Privacy & Information Security Law Blog

On April 11, 2016, the European Commission launched a public consultation to evaluate and review Directive 2002/58/EC on the processing of personal data and the protection of privacy in the electronic communications sector, also known as the e-Privacy Directive.

Technological advances and the advent of the EU General Data Protection Regulation (“GDPR”) have prompted the European Commission to review the e-Privacy Directive, which was last updated in 2009.

The review of the e-Privacy Directive has the following three main objectives:

• Assessing the need to further update the e-Privacy rules, which implies assessing the need to broaden the scope of those rules. The e-Privacy Directive currently applies only to traditional telecom providers, and not to over-the-top service providers that provide communications services such as Voice over IP, instant messaging and emailing over social networks.
• Ensuring consistency between the e-Privacy Rules and the future GDPR, including assessing any overlaps between the two (e.g., the notification of data security breaches) and ensuring more uniform implementation and consistent enforcement of the e-Privacy rules (e.g., applying the One-Stop Shop and consistency mechanisms of the GDPR to a new e-Privacy instrument, providing for specific fines in light of the GDPR, etc.).
• Enhancing security and confidentiality of communications throughout the EU, which implies assessing the need for additional legal measures to enforce security obligations. This also implies reviewing the effectiveness of the existing rules, in particular the consent requirement for storing information, or accessing information already stored, on a user’s device (e.g., by facilitating users’ ability to consent by other means) and the list of exceptions to that consent requirement.

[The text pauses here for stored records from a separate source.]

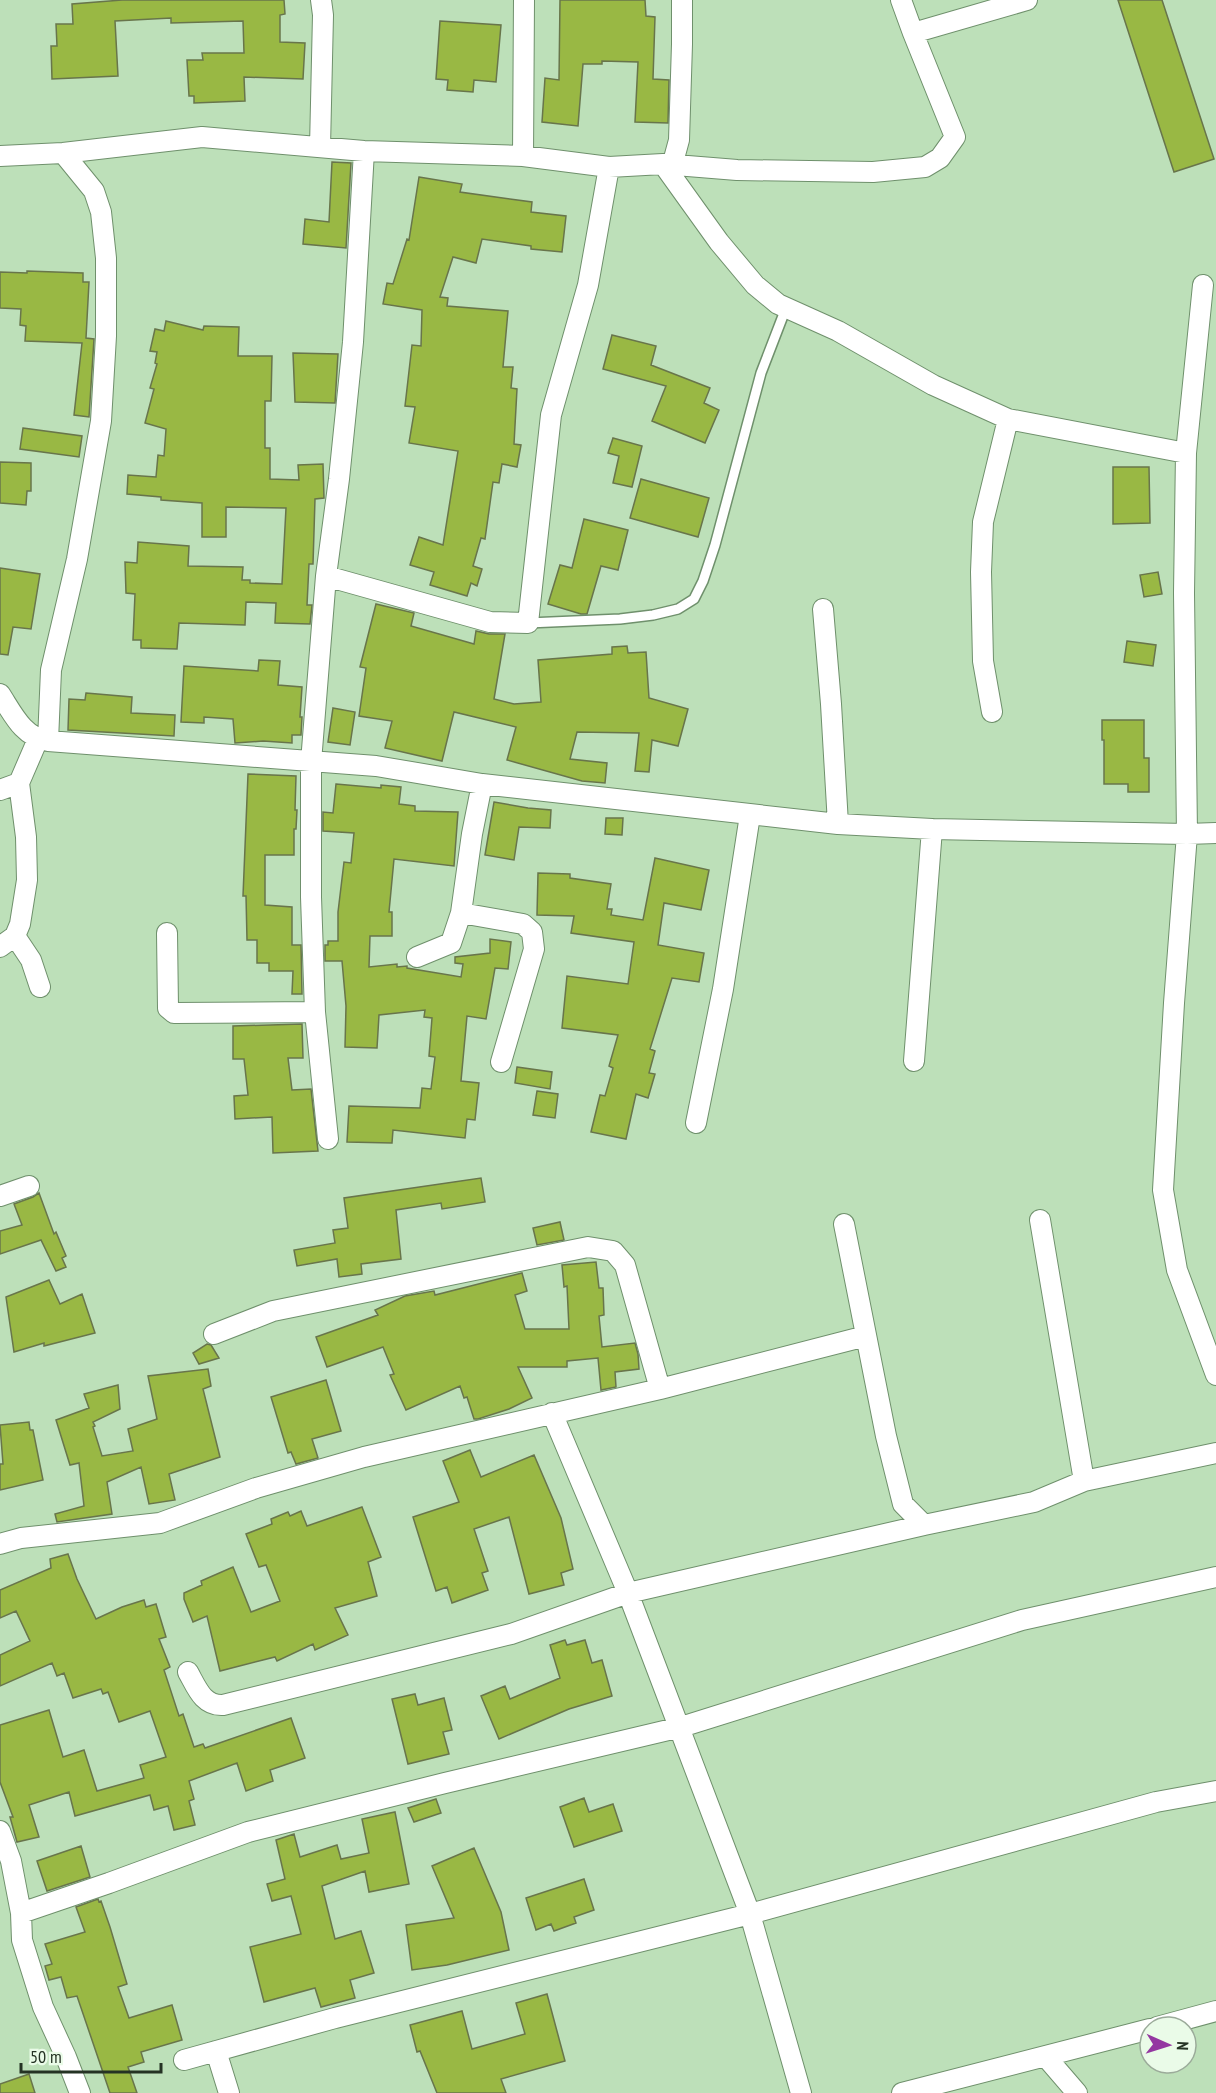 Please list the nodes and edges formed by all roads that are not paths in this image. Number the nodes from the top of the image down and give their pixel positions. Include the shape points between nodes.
1 (321, 0) edge
2 (524, 0) edge
3 (682, 0) edge
4 (901, 0) edge
5 (1027, 0) edge
6 (913, 33) junction
7 (320, 147) junction
8 (364, 151) junction
9 (63, 153) junction
10 (0, 156) edge
11 (524, 156) junction
12 (668, 165) junction
13 (609, 166) junction
14 (1203, 285) dead end
15 (786, 308) junction
16 (1008, 419) junction
17 (1186, 453) junction
18 (326, 576) junction
19 (823, 609) dead end
20 (528, 623) junction
21 (0, 694) edge
22 (992, 712) dead end
23 (43, 740) junction
24 (311, 762) junction
25 (19, 783) junction
26 (482, 784) junction
27 (0, 790) edge
28 (750, 815) junction
29 (838, 824) junction
30 (933, 830) junction
31 (1216, 832) edge
32 (1187, 834) junction
33 (461, 913) junction
34 (167, 933) dead end
35 (7, 941) edge
36 (417, 957) dead end
37 (40, 987) dead end
38 (315, 1012) junction
39 (914, 1061) dead end
40 (501, 1062) dead end
41 (696, 1123) dead end
42 (328, 1139) dead end
43 (29, 1186) dead end
44 (0, 1196) edge
45 (1040, 1220) dead end
46 (844, 1224) dead end
47 (214, 1334) dead end
48 (866, 1336) junction
49 (1216, 1375) edge
50 (660, 1389) junction
51 (552, 1413) junction
52 (1216, 1453) edge
53 (1084, 1481) junction
54 (924, 1525) junction
55 (0, 1544) edge
56 (1216, 1577) edge
57 (628, 1593) junction
58 (188, 1672) dead end
59 (681, 1727) junction
60 (1216, 1791) edge
61 (0, 1831) edge
62 (21, 1913) junction
63 (750, 1914) junction
64 (1216, 2011) edge
65 (1198, 2016) edge
66 (1138, 2032) edge
67 (216, 2051) junction
68 (1046, 2057) junction
69 (184, 2060) dead end
70 (80, 2093) edge
71 (229, 2093) edge
72 (801, 2093) edge
73 (902, 2093) edge
74 (1077, 2093) edge

1 - 7 street
2 - 11 street
3 - 12 street via 679,140
4 - 6 street
5 - 6 street
6 - 12 street via 955,137 940,158 925,167 873,172
7 - 8 street
7 - 9 street via 202,137
8 - 11 street
8 - 18 street via 353,342
9 - 10 street
9 - 23 street via 94,191 100,212 106,258 106,336 101,421 51,670
11 - 13 street
12 - 13 street
12 - 15 street via 719,242 755,285
13 - 20 street via 588,285 551,415
14 - 17 street
15 - 16 street via 838,331 933,385
15 - 20 lane via 761,373 715,545 694,599 678,609 652,615
16 - 17 street
16 - 22 street via 983,522 983,661
17 - 32 street
18 - 20 street via 490,622
18 - 24 street
19 - 29 street
21 - 23 street via 28,734
23 - 24 street
23 - 25 street
24 - 26 street via 376,766
24 - 38 street
25 - 27 street
25 - 35 street via 27,880 20,924
26 - 28 street
26 - 33 street
28 - 29 street
28 - 41 street via 723,989
29 - 30 street
30 - 32 street
30 - 39 street
31 - 32 street
32 - 49 street via 1163,1190 1177,1270
33 - 36 street via 451,942
33 - 40 street via 523,924 532,932 534,949
34 - 38 street via 168,1008 174,1013
35 - 37 street via 31,960
38 - 42 street
43 - 44 street
45 - 53 street
46 - 48 street
47 - 50 street via 273,1311 588,1247 613,1251 625,1265
48 - 50 street
48 - 54 street via 903,1504
50 - 51 street
51 - 55 street via 364,1457 256,1488 160,1523 21,1538
51 - 57 street
52 - 53 street
53 - 54 street via 1034,1502
54 - 57 street
56 - 59 street via 1022,1620
57 - 58 street via 511,1634 224,1705 207,1702
57 - 59 street
59 - 62 street via 248,1832
59 - 63 street
60 - 63 street via 1156,1802
61 - 62 street via 11,1861
62 - 70 street via 22,1940 40,1998
63 - 67 street
63 - 72 street
64 - 65 street
66 - 68 street
67 - 69 street
67 - 71 street
68 - 73 street
68 - 74 street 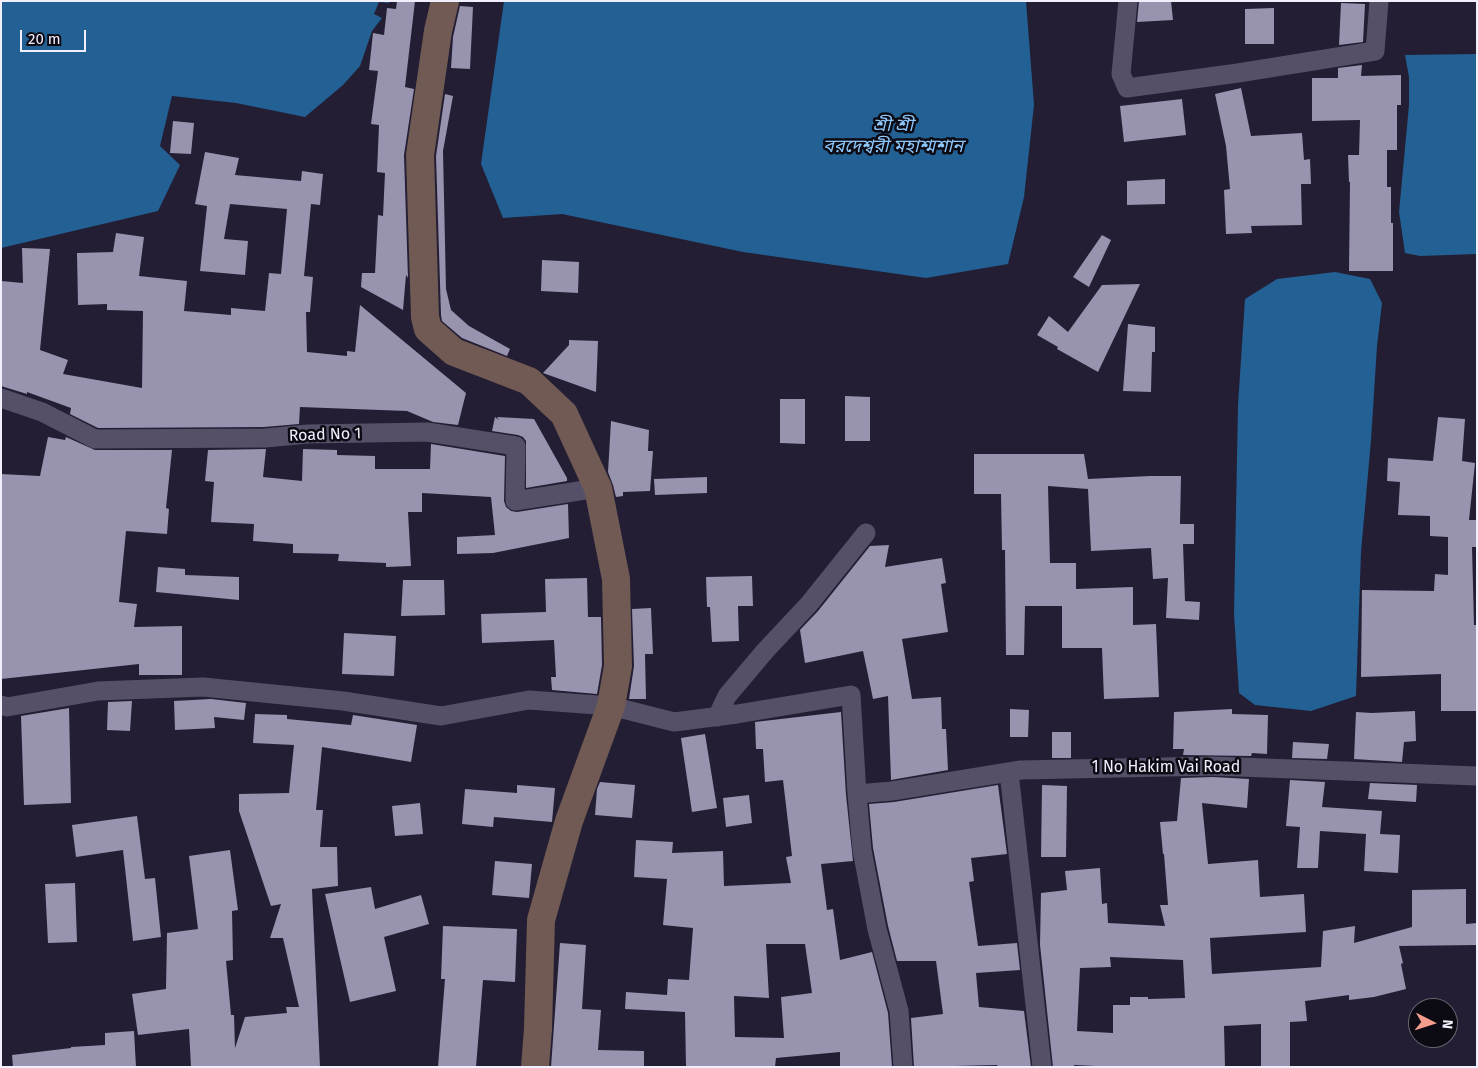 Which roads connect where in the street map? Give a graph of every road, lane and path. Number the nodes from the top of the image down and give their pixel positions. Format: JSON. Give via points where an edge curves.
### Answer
{"nodes":[{"id":1,"x":445,"y":1,"type":"edge"},
{"id":2,"x":1128,"y":1,"type":"edge"},
{"id":3,"x":1379,"y":1,"type":"edge"},
{"id":4,"x":1,"y":398,"type":"edge"},
{"id":5,"x":598,"y":488,"type":"junction"},
{"id":6,"x":866,"y":533,"type":"dead end"},
{"id":7,"x":1,"y":705,"type":"edge"},
{"id":8,"x":611,"y":706,"type":"junction"},
{"id":9,"x":717,"y":717,"type":"junction"},
{"id":10,"x":1009,"y":772,"type":"junction"},
{"id":11,"x":1477,"y":776,"type":"edge"},
{"id":12,"x":857,"y":794,"type":"junction"},
{"id":13,"x":535,"y":1067,"type":"edge"},
{"id":14,"x":903,"y":1067,"type":"edge"},
{"id":15,"x":1042,"y":1067,"type":"edge"}],
"edges":[{"from":1,"to":5,"type":"street","via":[[420,155],[428,329],[454,352],[529,382],[564,414]]},
{"from":2,"to":3,"type":"street","via":[[1122,74],[1127,88],[1375,51]]},
{"from":4,"to":5,"type":"street","name":"Road No 1","via":[[42,412],[95,439],[265,438],[427,432],[507,444],[516,446],[516,501]]},
{"from":5,"to":8,"type":"street","via":[[616,579],[618,666]]},
{"from":6,"to":9,"type":"street","via":[[809,604],[727,696]]},
{"from":7,"to":8,"type":"street","via":[[7,707],[98,691],[203,687],[343,701],[441,716],[529,700]]},
{"from":8,"to":9,"type":"street","via":[[674,722]]},
{"from":8,"to":13,"type":"street","via":[[569,821],[541,920]]},
{"from":9,"to":12,"type":"street","via":[[851,695]]},
{"from":10,"to":11,"type":"street","name":"1 No Hakim Vai Road","via":[[1213,766]]},
{"from":10,"to":12,"type":"street","name":"1 No Hakim Vai Road"},
{"from":10,"to":15,"type":"street"},
{"from":12,"to":14,"type":"street","via":[[865,868],[899,1011]]}]} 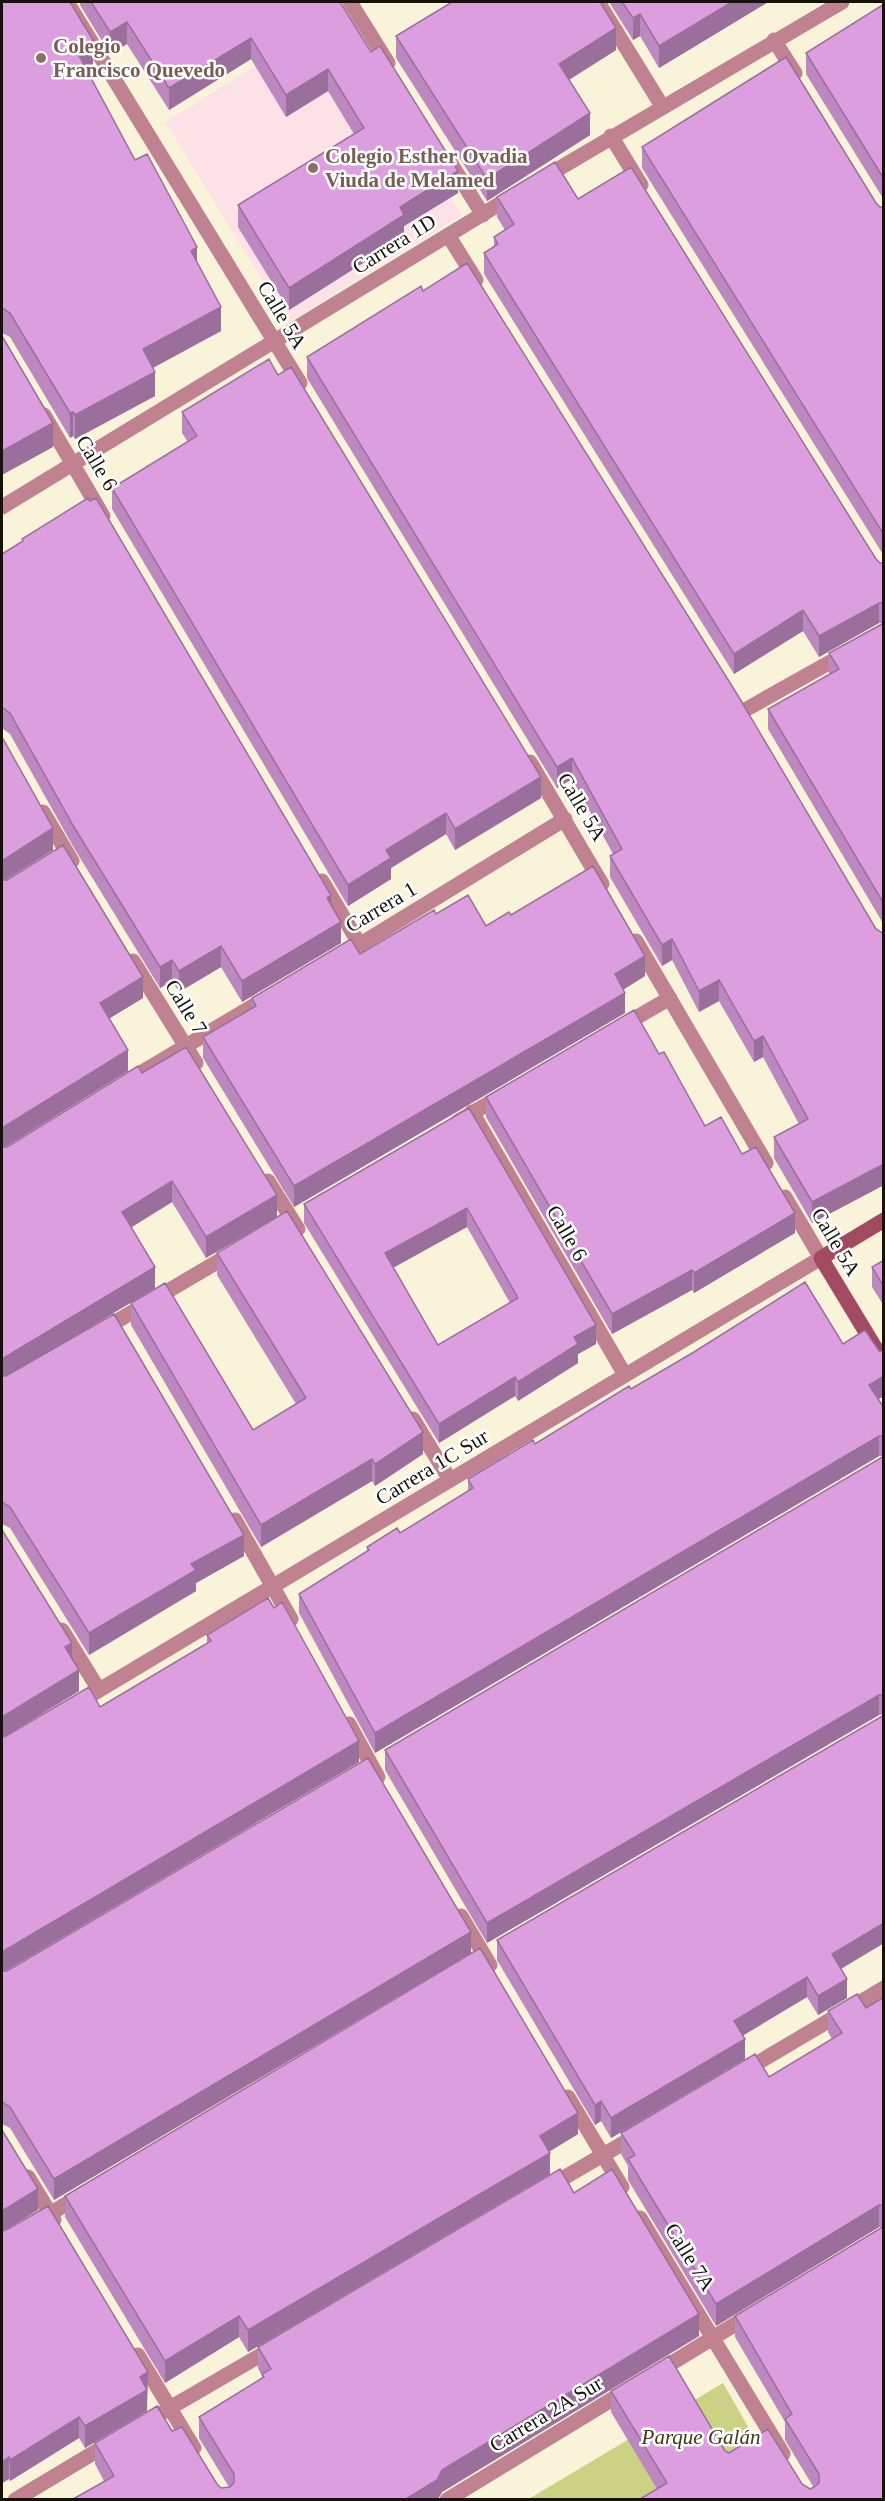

The reform of the e-Privacy rules was discussed at a stakeholder workshop organized by the European Commission in Brussels on April 12. The European Commission has encouraged all relevant stakeholders to respond to the consultation through the European Commission’s consultation webpage. The consultation will be open through July 5, 2016. The European Commission also announced that it will conduct a Eurobarometer survey on e-Privacy to determine how European citizens feel about their privacy and confidentiality as well as possible policy actions.